According to the Movement for Homosexual Integration and Liberation (MOVILH according to its Spanish acronym) website, one year after the entry into force of Law 21.120, there was a record of 2,229 people who underwent the procedure to change their name and legal sex of whom 82 were aged between 14 and 18 years. The total figure for this year represents 197% more than in the previous 30 years (MOVILH, 2020).
Over the last two decades, trans rights in Portugal have begun to be autonomously framed and expressed even while still falling under the broader umbrella of LGBTIQ activism and struggling with a clear shortage of financial and human resources. The trans movement in Portugal began to mobilise around formal recognition, especially after the murder of Gisberta, a trans woman killed in the city of Oporto by a group of boys and male adolescents in 2006 (Santos, 2013). This event triggered media attention to the specificities of trans people as a population subject to widespread violence, including the absence of appropriate legal protection.
Portuguese legislation has been making progress in terms of the legal recognition of people with a trans identity ever since 2011. Law no. 7/2011 attributed an administrative character to the legal recognition process for gender identity. Persons of Portuguese nationality, of legal age, whether residing nationally or internationally, are entitled to apply for this procedure at any civil registry office, which must be accompanied by a report accrediting the “gender identity disorder” diagnosis signed by a multidisciplinary clinical sexology team at a public or private health centre, national or international. At the time, this law was celebrated by activists and the media as one of the most progressive in the world for allowing sex markers to be changed on official documents regardless of any body modification (Hines and Santos, 2018). According to a 2015 report published by API (Action for Identity), an organisation working on transgender and intersex issues, this law was the first worldwide to comply with the Yogyakarta Principles (Aboim, 2020), protecting applicants from the need to undergo any kind of body modification, hormone treatment or sterilisation, as was previously the case (Pereira and Ferreira, 2015).

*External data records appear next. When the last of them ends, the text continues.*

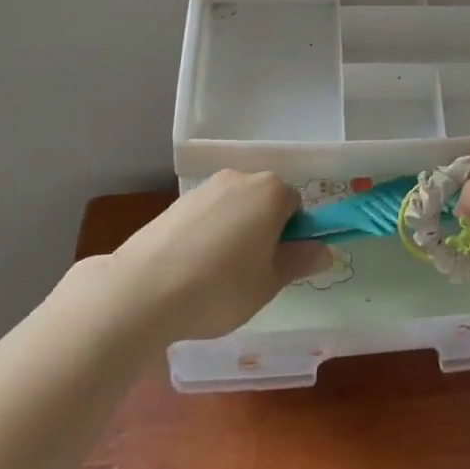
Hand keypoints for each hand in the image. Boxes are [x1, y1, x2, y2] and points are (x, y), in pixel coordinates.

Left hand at [106, 171, 333, 340]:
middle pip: (264, 201)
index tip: (278, 266)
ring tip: (217, 276)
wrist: (143, 289)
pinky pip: (206, 216)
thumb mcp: (269, 282)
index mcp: (271, 192)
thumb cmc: (221, 287)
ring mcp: (205, 188)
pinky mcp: (176, 203)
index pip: (296, 206)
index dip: (292, 236)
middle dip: (264, 230)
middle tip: (252, 273)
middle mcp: (240, 178)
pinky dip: (207, 235)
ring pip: (234, 208)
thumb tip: (325, 250)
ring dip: (235, 232)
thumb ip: (299, 261)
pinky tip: (192, 269)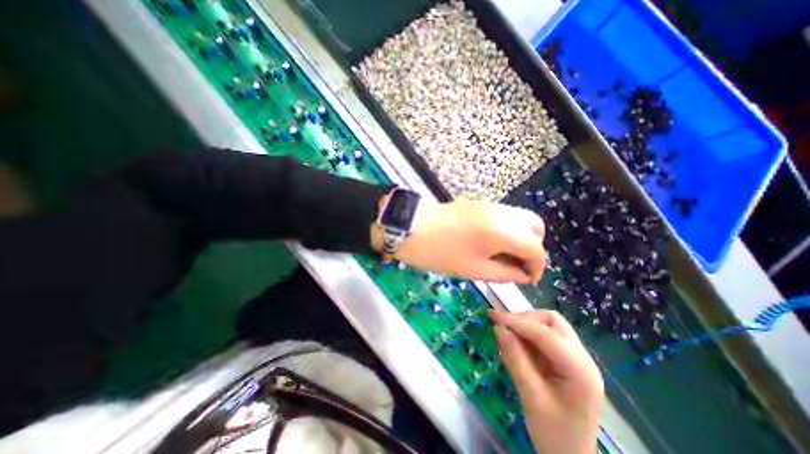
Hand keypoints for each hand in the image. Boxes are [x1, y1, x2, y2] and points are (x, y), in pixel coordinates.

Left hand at [376, 198, 546, 283]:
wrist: (411, 227)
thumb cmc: (440, 252)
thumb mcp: (473, 269)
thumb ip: (504, 273)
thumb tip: (523, 275)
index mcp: (502, 231)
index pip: (535, 248)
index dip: (537, 266)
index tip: (528, 279)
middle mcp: (501, 213)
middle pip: (535, 226)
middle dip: (532, 247)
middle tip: (518, 264)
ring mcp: (490, 205)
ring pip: (520, 219)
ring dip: (520, 237)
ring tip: (504, 256)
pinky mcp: (479, 204)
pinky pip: (505, 216)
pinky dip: (508, 229)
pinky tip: (493, 243)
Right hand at [490, 311, 603, 452]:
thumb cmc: (553, 434)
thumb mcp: (530, 396)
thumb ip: (515, 358)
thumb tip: (498, 327)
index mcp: (580, 370)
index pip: (546, 333)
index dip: (517, 321)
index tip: (493, 316)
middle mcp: (582, 358)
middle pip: (552, 322)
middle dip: (525, 319)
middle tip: (503, 326)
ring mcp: (575, 358)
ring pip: (549, 325)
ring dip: (526, 325)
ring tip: (508, 335)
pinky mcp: (566, 361)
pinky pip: (545, 337)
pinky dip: (528, 335)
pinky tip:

Unlike law no. 7/11, current law no. 28/2018 eliminates the requirement of a medical certificate accrediting the diagnosis of transsexuality for adults while in the case of minors (16 to 18 years of age) a medical report is required that exclusively accredits the capacity of decision and informed will, without referring to any gender identity diagnosis (Aboim, 2020).

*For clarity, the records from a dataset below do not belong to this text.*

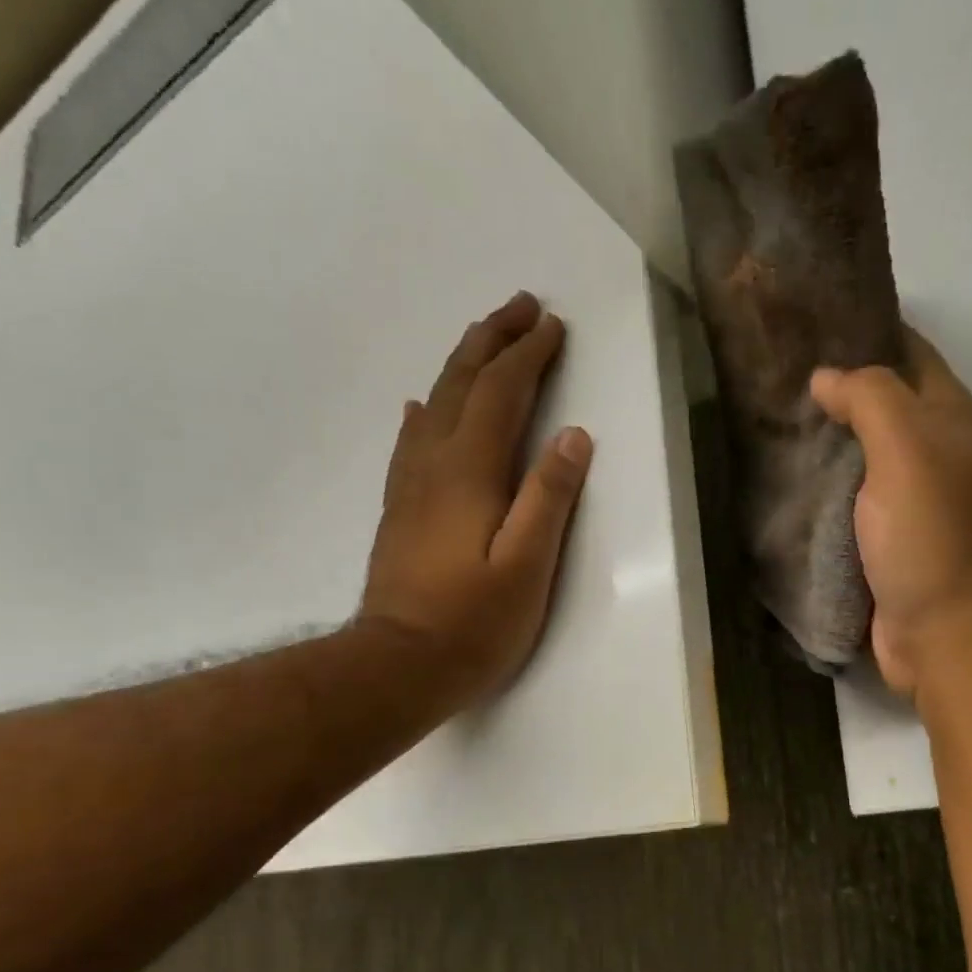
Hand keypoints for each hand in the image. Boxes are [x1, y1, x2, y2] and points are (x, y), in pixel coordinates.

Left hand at [355, 291, 593, 717]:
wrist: (399, 665)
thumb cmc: (473, 623)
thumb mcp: (527, 566)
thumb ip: (549, 497)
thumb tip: (573, 435)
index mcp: (470, 472)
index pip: (501, 395)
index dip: (528, 356)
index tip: (553, 325)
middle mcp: (434, 464)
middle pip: (462, 384)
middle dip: (492, 340)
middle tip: (520, 306)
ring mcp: (410, 486)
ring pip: (435, 404)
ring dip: (462, 365)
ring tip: (484, 341)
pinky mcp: (401, 510)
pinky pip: (412, 440)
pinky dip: (426, 411)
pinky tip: (423, 406)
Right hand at [810, 330, 971, 699]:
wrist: (944, 634)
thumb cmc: (931, 535)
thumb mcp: (907, 449)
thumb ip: (871, 399)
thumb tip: (826, 376)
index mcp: (951, 419)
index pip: (910, 353)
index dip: (868, 329)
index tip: (811, 320)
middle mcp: (935, 454)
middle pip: (883, 405)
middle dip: (837, 388)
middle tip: (774, 373)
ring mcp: (910, 502)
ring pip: (862, 456)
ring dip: (825, 441)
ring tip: (767, 421)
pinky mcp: (884, 543)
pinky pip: (848, 502)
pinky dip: (821, 489)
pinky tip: (784, 481)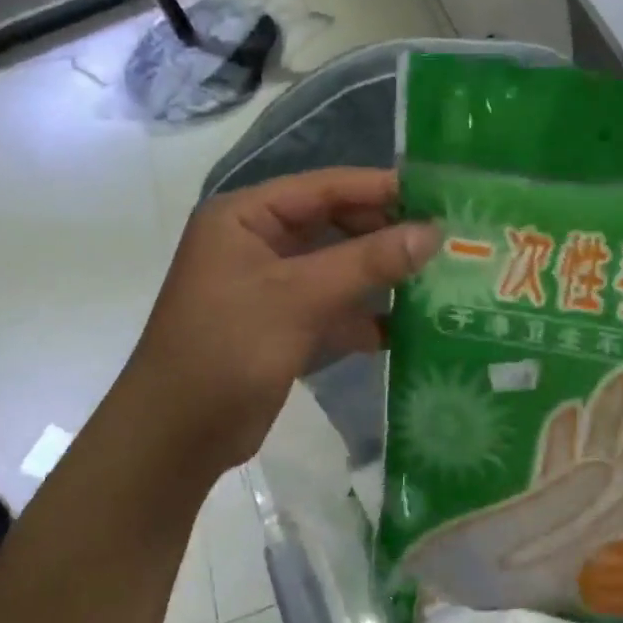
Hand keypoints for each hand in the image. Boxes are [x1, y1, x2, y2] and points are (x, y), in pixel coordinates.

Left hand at [118, 168, 438, 482]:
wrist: (177, 435)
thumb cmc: (229, 348)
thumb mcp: (300, 297)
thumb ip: (367, 261)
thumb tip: (433, 232)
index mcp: (245, 217)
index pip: (323, 187)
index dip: (380, 189)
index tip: (437, 196)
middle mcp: (257, 242)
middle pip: (334, 225)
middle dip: (385, 235)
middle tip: (445, 241)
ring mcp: (271, 286)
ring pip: (338, 268)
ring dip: (381, 276)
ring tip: (439, 279)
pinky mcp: (283, 325)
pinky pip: (333, 307)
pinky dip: (365, 316)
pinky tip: (409, 327)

Despite progress in terms of legal gender recognition for transgender people, the Portuguese legislation only complies with one of the three indicators established by the Trans Rights Map for legally recognising minors: the existence of the procedure for minors (16 and 17 years of age), but not only with an age restriction but also failing to consider a non-binary gender (TGEU, 2022).
According to the Público newspaper, 399 people changed their names and corrected their birth-assigned sex on their identification documents in 2021, the highest number since the entry into force of the first Gender Identity Law in March 2011, and an increase of 71% in 2020, when 233 people carried out this procedure. Since the entry into force of law no. 38/2018 in 2018 and February 2021, 84 young people between 16 and 17 years of age legally affirmed their identity (Público, 2022).

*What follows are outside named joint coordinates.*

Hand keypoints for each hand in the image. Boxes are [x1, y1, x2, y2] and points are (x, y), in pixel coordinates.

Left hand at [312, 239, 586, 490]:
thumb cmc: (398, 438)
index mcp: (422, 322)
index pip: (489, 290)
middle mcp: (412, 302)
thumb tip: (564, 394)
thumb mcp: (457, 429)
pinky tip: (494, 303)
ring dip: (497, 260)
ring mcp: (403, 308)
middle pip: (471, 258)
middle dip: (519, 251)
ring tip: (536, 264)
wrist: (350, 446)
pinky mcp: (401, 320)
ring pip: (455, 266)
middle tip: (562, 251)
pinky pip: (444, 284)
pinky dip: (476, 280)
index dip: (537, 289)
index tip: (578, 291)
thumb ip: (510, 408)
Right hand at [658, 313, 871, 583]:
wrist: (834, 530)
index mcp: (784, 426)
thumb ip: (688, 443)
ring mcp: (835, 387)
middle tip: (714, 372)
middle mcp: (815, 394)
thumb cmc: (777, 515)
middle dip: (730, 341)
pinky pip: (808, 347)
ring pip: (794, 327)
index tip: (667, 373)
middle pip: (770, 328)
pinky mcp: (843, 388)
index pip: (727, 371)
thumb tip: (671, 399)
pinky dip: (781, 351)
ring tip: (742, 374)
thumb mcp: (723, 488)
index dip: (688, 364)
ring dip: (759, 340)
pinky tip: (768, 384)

Even though the current laws of Chile and Portugal represent an advance in terms of the recognition of transgender identities, these laws share two shortcomings: 1. The right to self-determination limits transgender people to identifying with a binary gender system that does not recognise any other identities, thus a binary ordering of sex that produces the very categories, identities and social relations around which inequalities get constructed (Verloo and van der Vleuten, 2020); and 2. Establish age limits of 14 years in the case of Chile and 16 years in Portugal before holding the right to carry out this rectification, depriving those younger than these ages of any access to this right.
These laws nevertheless represent an important step towards the depathologisation of diverse identities as transgender people no longer need to submit any diagnostic report to make the aforementioned rectification.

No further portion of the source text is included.